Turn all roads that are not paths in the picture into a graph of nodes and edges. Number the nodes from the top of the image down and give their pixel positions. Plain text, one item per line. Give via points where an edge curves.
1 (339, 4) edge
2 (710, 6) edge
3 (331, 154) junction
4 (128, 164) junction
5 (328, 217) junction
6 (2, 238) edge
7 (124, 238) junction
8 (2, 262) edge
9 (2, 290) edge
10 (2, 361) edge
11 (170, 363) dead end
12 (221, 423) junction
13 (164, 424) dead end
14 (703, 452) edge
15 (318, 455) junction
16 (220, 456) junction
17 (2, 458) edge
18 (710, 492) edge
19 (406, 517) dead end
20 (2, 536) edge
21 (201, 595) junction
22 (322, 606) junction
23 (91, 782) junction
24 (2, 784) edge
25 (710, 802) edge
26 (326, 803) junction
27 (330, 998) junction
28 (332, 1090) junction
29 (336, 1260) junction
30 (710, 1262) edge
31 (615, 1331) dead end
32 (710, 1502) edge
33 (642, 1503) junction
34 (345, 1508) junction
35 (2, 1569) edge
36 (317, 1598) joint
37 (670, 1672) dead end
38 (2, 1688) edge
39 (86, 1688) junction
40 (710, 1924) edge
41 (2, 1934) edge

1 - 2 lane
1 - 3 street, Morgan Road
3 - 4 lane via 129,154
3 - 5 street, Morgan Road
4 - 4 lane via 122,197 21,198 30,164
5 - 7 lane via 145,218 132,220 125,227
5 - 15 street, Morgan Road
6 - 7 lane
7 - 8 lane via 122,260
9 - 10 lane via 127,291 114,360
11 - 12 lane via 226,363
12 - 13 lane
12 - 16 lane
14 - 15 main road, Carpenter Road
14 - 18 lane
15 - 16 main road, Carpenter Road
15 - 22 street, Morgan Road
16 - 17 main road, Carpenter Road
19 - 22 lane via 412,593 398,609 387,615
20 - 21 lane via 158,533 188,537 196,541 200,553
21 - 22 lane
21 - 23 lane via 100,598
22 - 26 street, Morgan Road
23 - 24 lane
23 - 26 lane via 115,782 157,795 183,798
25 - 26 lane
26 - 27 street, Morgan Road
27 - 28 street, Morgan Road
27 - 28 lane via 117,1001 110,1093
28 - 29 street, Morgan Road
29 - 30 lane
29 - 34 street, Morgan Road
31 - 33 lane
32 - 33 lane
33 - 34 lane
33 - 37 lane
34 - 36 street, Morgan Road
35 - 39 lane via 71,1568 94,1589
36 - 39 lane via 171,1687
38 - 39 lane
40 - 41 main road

What needs to be done – Across the material above, how many lines include the string "dead"? Only the number is wanted.

Output for this task – 5